--- Material supplied ---

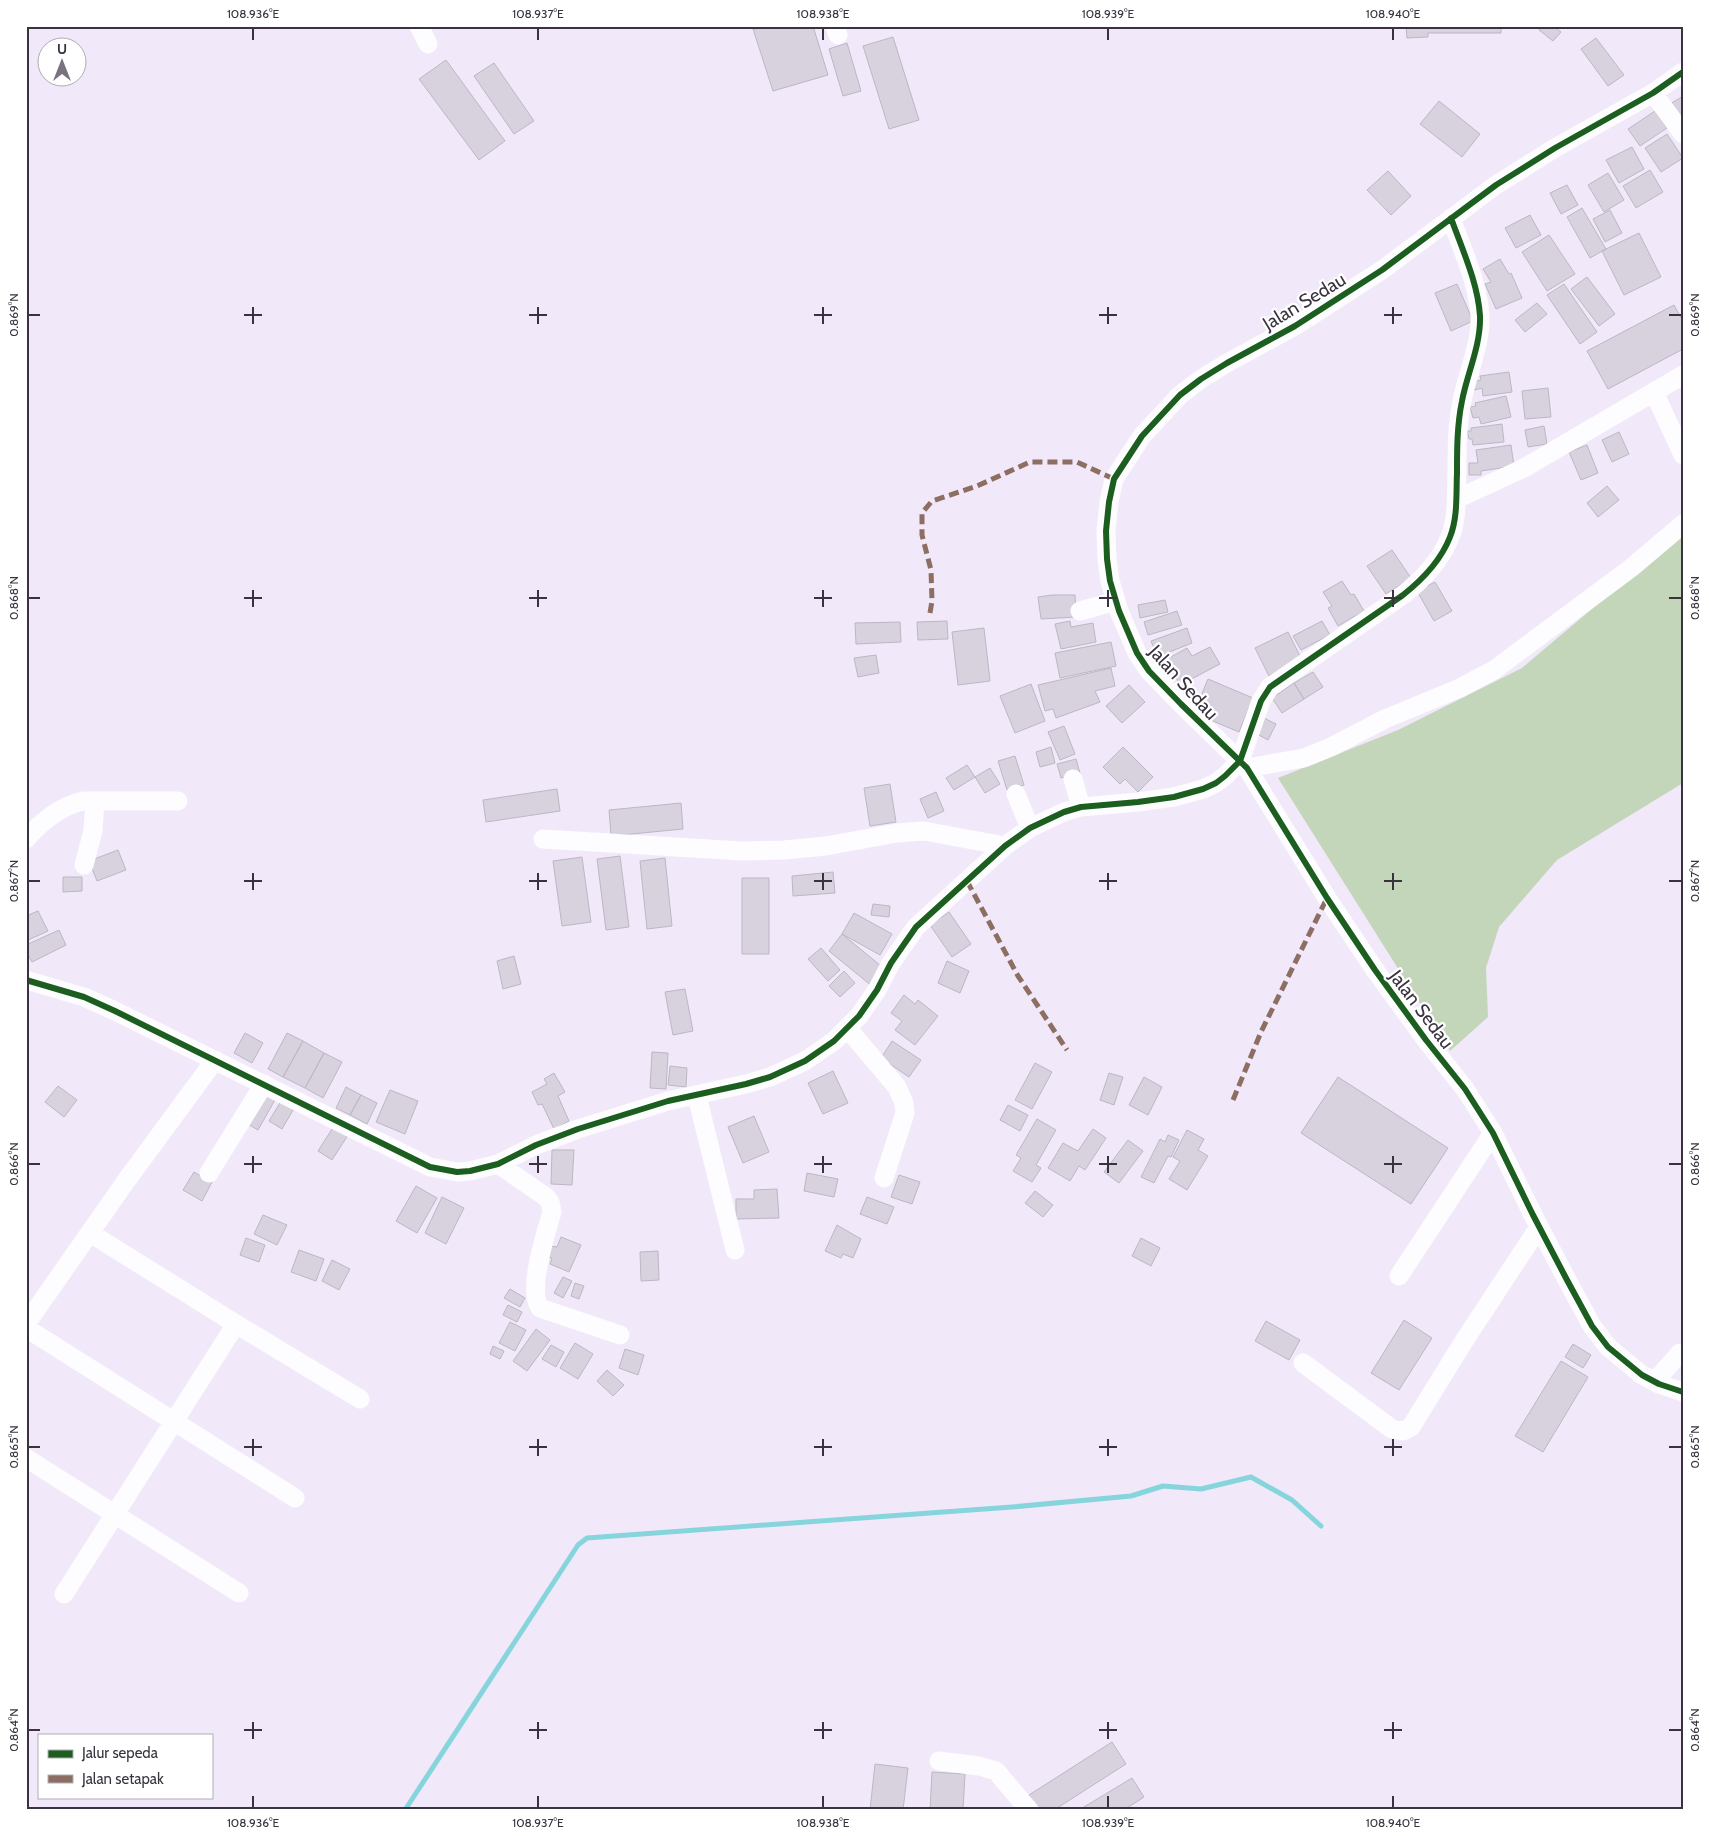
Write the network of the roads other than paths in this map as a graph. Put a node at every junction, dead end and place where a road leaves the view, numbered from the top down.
1 (419, 26) edge
2 (428, 44) dead end
3 (1683, 72) edge
4 (1653, 92) junction
5 (1683, 134) edge
6 (1451, 218) junction
7 (1683, 375) edge
8 (1654, 392) junction
9 (1683, 455) edge
10 (1457, 499) junction
11 (1683, 524) edge
12 (1116, 601) junction
13 (1080, 611) dead end
14 (1244, 765) junction
15 (1073, 779) dead end
16 (1016, 794) dead end
17 (95, 801) junction
18 (178, 801) dead end
19 (1080, 807) junction
20 (1030, 828) junction
21 (543, 838) dead end
22 (26, 839) edge
23 (1005, 846) junction
24 (84, 865) dead end
25 (26, 980) edge
26 (848, 1029) junction
27 (215, 1060) junction
28 (264, 1084) junction
29 (697, 1096) junction
30 (1493, 1134) junction
31 (498, 1164) junction
32 (209, 1173) dead end
33 (884, 1178) dead end
34 (1539, 1227) junction
35 (90, 1233) junction
36 (735, 1250) dead end
37 (1399, 1276) dead end
38 (236, 1324) junction
39 (26, 1326) edge
40 (620, 1335) dead end
41 (1680, 1353) dead end
42 (1303, 1363) dead end
43 (1655, 1381) junction
44 (1683, 1392) edge
45 (360, 1399) dead end
46 (174, 1421) junction
47 (26, 1458) edge
48 (294, 1498) dead end
49 (115, 1514) junction
50 (239, 1592) dead end
51 (64, 1594) dead end
52 (939, 1761) dead end
53 (1029, 1810) edge

1 - 2 street
3 - 4 street, Jalan Sedau
4 - 5 street
4 - 6 street, Jalan Sedau
6 - 10 street
6 - 12 street, Jalan Sedau
7 - 8 street
8 - 9 street
8 - 10 street
10 - 14 street
11 - 14 street
12 - 13 street
12 - 14 street, Jalan Sedau
14 - 19 street
14 - 30 street, Jalan Sedau
15 - 19 street
16 - 20 street
17 - 18 street
17 - 22 street
17 - 24 street
19 - 20 street
20 - 23 street
21 - 23 street
23 - 26 street
25 - 27 street
26 - 29 street
26 - 33 street
27 - 28 street
27 - 35 street
28 - 31 street
28 - 32 street
29 - 31 street
29 - 36 street
30 - 34 street, Jalan Sedau
30 - 37 street
31 - 40 street
34 - 42 street
34 - 43 street, Jalan Sedau
35 - 38 street
35 - 39 street
38 - 45 street
38 - 46 street
39 - 46 street
41 - 43 street
43 - 44 street, Jalan Sedau
46 - 48 street
46 - 49 street
47 - 49 street
49 - 50 street
49 - 51 street
52 - 53 street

---

_Aim of the exercise_
Could you transcribe all of the data exactly and omit the pictures?

_Response for this exercise_
Write the network of the roads other than paths in this map as a graph. Put a node at every junction, dead end and place where a road leaves the view, numbered from the top down.
1 (419, 26) edge
2 (428, 44) dead end
3 (1683, 72) edge
4 (1653, 92) junction
5 (1683, 134) edge
6 (1451, 218) junction
7 (1683, 375) edge
8 (1654, 392) junction
9 (1683, 455) edge
10 (1457, 499) junction
11 (1683, 524) edge
12 (1116, 601) junction
13 (1080, 611) dead end
14 (1244, 765) junction
15 (1073, 779) dead end
16 (1016, 794) dead end
17 (95, 801) junction
18 (178, 801) dead end
19 (1080, 807) junction
20 (1030, 828) junction
21 (543, 838) dead end
22 (26, 839) edge
23 (1005, 846) junction
24 (84, 865) dead end
25 (26, 980) edge
26 (848, 1029) junction
27 (215, 1060) junction
28 (264, 1084) junction
29 (697, 1096) junction
30 (1493, 1134) junction
31 (498, 1164) junction
32 (209, 1173) dead end
33 (884, 1178) dead end
34 (1539, 1227) junction
35 (90, 1233) junction
36 (735, 1250) dead end
37 (1399, 1276) dead end
38 (236, 1324) junction
39 (26, 1326) edge
40 (620, 1335) dead end
41 (1680, 1353) dead end
42 (1303, 1363) dead end
43 (1655, 1381) junction
44 (1683, 1392) edge
45 (360, 1399) dead end
46 (174, 1421) junction
47 (26, 1458) edge
48 (294, 1498) dead end
49 (115, 1514) junction
50 (239, 1592) dead end
51 (64, 1594) dead end
52 (939, 1761) dead end
53 (1029, 1810) edge

1 - 2 street
3 - 4 street, Jalan Sedau
4 - 5 street
4 - 6 street, Jalan Sedau
6 - 10 street
6 - 12 street, Jalan Sedau
7 - 8 street
8 - 9 street
8 - 10 street
10 - 14 street
11 - 14 street
12 - 13 street
12 - 14 street, Jalan Sedau
14 - 19 street
14 - 30 street, Jalan Sedau
15 - 19 street
16 - 20 street
17 - 18 street
17 - 22 street
17 - 24 street
19 - 20 street
20 - 23 street
21 - 23 street
23 - 26 street
25 - 27 street
26 - 29 street
26 - 33 street
27 - 28 street
27 - 35 street
28 - 31 street
28 - 32 street
29 - 31 street
29 - 36 street
30 - 34 street, Jalan Sedau
30 - 37 street
31 - 40 street
34 - 42 street
34 - 43 street, Jalan Sedau
35 - 38 street
35 - 39 street
38 - 45 street
38 - 46 street
39 - 46 street
41 - 43 street
43 - 44 street, Jalan Sedau
46 - 48 street
46 - 49 street
47 - 49 street
49 - 50 street
49 - 51 street
52 - 53 street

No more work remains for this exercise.